▶ _Stored items_
━━━━━━━━━━

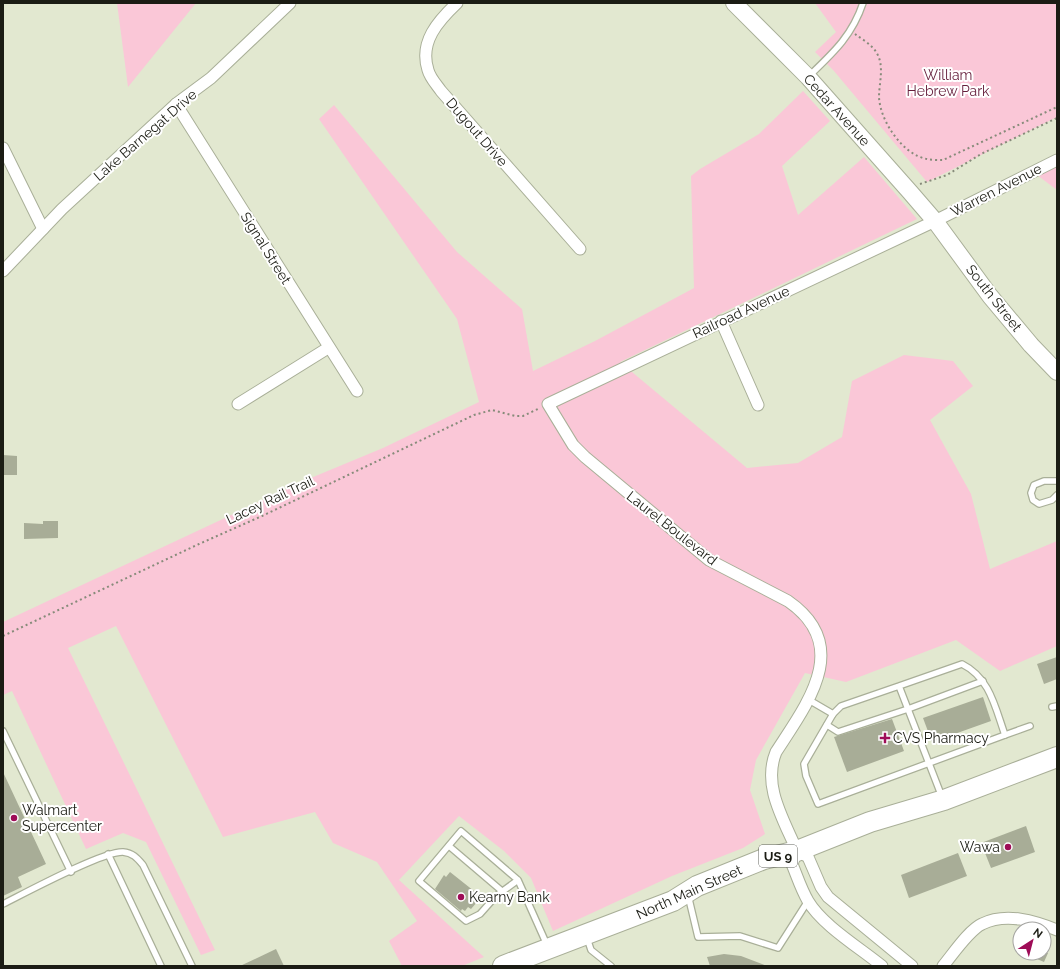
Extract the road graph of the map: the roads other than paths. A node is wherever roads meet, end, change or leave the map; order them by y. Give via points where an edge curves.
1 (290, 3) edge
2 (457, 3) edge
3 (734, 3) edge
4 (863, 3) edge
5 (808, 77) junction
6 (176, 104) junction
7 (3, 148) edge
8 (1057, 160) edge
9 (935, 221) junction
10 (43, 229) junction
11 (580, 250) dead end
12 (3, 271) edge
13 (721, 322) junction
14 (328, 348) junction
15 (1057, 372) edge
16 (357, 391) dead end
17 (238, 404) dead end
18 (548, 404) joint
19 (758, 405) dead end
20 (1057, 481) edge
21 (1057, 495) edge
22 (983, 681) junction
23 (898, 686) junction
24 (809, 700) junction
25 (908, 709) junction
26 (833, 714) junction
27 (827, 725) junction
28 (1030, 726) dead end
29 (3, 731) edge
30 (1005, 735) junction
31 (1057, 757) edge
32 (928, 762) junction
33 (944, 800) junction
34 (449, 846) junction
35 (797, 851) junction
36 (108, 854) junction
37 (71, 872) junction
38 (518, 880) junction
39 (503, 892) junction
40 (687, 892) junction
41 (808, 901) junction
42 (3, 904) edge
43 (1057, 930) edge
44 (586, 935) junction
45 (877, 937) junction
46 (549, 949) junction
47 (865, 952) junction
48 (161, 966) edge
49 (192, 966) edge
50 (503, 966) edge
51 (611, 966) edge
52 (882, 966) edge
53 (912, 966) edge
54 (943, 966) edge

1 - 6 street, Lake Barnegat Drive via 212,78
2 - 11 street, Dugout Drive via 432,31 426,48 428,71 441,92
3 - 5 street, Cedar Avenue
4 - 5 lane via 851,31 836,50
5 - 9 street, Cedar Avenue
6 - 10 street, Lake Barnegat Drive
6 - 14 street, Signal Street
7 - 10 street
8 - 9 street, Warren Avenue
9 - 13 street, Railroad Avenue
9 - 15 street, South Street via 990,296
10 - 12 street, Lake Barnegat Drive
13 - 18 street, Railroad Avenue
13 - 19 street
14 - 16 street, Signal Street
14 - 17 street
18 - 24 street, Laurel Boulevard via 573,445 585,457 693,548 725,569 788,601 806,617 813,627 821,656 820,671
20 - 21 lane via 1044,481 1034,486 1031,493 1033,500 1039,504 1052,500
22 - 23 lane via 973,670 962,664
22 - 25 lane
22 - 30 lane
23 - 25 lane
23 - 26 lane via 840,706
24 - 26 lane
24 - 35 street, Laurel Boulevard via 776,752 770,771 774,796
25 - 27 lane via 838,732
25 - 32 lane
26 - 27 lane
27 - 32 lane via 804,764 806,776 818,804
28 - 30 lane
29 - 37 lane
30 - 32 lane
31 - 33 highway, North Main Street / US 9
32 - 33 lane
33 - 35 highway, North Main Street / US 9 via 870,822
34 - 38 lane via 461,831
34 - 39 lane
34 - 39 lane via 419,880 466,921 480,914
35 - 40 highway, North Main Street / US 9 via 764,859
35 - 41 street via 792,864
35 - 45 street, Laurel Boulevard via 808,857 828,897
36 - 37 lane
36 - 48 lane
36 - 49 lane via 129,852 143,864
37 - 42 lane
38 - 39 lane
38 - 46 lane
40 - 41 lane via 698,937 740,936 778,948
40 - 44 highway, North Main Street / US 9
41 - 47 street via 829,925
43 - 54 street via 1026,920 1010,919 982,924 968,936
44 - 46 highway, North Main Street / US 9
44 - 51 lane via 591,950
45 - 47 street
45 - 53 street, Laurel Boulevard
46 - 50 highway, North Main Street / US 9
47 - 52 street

━━━━━━━━━━

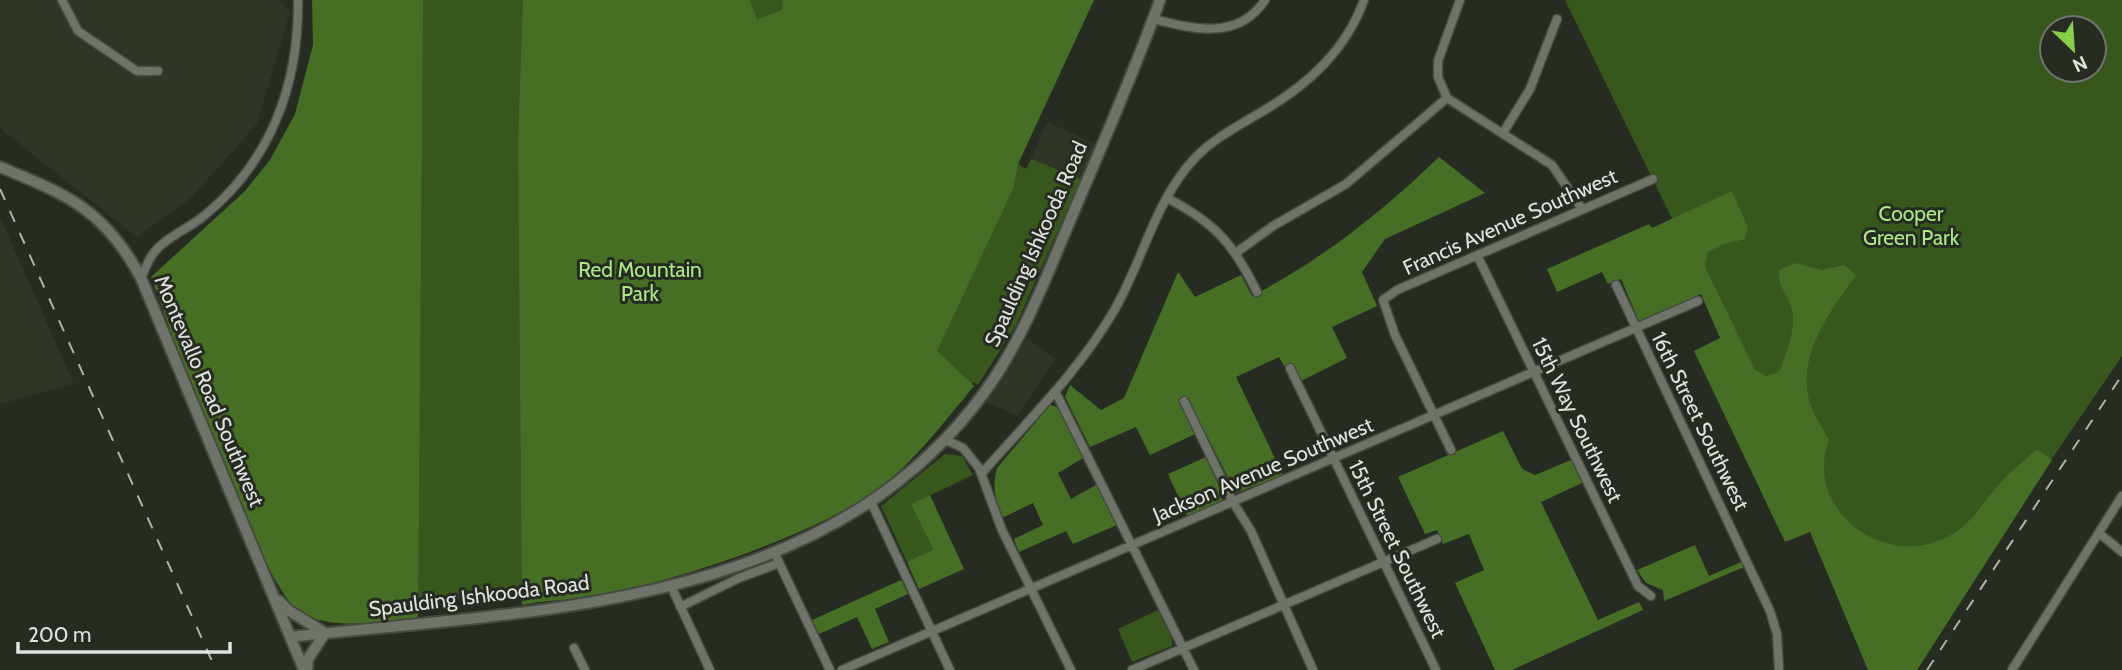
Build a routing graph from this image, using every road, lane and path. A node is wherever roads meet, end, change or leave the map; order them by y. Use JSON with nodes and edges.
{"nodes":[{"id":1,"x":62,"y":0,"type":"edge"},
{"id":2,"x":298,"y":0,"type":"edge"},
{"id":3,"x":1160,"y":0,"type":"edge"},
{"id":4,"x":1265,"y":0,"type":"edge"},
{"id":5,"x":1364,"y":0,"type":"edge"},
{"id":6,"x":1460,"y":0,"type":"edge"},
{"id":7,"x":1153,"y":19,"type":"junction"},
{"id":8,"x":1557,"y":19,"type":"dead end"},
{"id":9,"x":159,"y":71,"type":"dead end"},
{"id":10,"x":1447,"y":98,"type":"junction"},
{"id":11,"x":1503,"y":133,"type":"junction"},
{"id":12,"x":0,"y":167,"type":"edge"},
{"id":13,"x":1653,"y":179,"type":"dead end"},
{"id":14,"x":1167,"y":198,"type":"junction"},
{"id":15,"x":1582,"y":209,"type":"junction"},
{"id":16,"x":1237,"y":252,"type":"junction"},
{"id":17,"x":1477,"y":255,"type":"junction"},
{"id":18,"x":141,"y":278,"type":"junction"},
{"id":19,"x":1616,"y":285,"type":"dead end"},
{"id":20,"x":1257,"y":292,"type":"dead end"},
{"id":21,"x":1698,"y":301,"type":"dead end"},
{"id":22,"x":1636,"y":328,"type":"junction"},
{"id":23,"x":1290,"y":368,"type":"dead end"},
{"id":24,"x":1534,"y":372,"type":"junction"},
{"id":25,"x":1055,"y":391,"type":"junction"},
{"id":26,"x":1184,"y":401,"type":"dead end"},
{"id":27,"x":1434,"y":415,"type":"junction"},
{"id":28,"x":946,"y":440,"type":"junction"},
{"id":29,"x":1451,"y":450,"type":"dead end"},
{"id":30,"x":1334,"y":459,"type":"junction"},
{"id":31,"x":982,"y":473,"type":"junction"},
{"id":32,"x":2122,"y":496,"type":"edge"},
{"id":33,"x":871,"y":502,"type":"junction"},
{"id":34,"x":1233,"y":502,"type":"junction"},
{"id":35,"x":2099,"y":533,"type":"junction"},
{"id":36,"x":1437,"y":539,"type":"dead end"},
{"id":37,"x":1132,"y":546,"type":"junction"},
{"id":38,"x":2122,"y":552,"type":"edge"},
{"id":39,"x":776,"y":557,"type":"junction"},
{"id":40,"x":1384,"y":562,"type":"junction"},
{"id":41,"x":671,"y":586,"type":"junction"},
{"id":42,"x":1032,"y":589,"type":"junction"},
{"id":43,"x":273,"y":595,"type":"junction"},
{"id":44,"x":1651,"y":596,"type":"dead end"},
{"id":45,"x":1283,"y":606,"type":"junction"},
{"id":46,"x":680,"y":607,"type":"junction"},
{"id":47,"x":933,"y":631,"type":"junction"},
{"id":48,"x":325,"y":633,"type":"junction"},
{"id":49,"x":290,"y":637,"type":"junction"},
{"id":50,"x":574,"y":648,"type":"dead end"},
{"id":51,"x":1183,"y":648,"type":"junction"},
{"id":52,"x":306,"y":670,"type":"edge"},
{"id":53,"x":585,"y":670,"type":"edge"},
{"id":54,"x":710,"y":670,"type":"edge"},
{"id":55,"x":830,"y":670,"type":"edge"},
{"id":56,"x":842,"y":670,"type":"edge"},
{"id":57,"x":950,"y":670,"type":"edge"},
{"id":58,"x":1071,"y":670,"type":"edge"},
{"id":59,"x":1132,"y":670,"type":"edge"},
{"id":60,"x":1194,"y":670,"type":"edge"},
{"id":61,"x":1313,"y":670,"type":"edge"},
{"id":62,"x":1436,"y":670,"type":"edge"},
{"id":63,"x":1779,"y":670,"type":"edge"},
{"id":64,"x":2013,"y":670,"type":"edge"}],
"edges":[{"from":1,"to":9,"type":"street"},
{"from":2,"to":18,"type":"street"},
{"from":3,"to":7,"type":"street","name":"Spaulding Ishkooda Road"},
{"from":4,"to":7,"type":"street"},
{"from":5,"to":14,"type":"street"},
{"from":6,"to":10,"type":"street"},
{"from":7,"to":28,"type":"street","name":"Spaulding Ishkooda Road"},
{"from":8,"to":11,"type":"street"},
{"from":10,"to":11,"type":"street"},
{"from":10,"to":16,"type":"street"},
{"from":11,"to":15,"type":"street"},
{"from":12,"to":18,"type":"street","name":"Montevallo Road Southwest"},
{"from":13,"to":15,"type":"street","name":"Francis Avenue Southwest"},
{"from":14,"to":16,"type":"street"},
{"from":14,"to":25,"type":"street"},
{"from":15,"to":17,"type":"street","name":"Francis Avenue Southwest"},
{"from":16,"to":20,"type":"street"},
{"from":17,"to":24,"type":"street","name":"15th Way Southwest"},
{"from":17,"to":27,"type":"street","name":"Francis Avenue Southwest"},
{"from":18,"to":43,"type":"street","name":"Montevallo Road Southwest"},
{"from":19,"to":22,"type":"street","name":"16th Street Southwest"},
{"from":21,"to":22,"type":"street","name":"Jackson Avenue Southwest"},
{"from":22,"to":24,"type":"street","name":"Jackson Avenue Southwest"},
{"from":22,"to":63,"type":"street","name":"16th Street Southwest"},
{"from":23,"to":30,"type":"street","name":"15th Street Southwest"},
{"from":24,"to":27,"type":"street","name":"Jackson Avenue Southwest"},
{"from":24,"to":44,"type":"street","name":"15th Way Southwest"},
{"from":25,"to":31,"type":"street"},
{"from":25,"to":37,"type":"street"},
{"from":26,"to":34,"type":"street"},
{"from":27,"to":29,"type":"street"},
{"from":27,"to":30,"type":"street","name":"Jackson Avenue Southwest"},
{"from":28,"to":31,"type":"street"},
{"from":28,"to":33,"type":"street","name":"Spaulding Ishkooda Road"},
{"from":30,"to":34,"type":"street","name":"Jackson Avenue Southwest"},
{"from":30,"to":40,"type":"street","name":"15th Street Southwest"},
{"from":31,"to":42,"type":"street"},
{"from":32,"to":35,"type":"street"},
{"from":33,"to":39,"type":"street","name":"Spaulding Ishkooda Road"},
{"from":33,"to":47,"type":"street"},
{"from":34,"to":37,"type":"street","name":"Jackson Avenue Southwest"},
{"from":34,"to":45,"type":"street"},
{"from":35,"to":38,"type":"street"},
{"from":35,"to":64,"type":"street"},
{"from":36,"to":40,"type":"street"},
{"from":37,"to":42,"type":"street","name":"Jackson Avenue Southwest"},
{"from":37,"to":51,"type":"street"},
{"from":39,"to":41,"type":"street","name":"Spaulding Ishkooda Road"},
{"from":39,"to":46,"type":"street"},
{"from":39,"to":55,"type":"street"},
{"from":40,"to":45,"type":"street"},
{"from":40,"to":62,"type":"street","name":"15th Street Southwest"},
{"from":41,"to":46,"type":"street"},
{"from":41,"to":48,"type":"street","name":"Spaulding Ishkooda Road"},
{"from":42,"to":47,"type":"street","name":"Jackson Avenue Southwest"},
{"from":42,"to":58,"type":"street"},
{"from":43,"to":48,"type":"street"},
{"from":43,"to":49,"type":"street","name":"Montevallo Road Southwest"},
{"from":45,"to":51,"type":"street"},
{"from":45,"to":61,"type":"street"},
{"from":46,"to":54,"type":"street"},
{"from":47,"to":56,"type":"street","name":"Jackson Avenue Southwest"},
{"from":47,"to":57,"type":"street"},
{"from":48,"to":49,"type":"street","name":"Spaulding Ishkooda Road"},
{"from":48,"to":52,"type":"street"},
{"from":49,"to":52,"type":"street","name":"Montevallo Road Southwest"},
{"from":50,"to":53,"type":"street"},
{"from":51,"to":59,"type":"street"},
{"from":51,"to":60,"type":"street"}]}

━━━━━━━━━━

Search the records above for the string "Montevallo". Copy every line that contains it.

{"from":12,"to":18,"type":"street","name":"Montevallo Road Southwest"},
{"from":18,"to":43,"type":"street","name":"Montevallo Road Southwest"},
{"from":43,"to":49,"type":"street","name":"Montevallo Road Southwest"},
{"from":49,"to":52,"type":"street","name":"Montevallo Road Southwest"},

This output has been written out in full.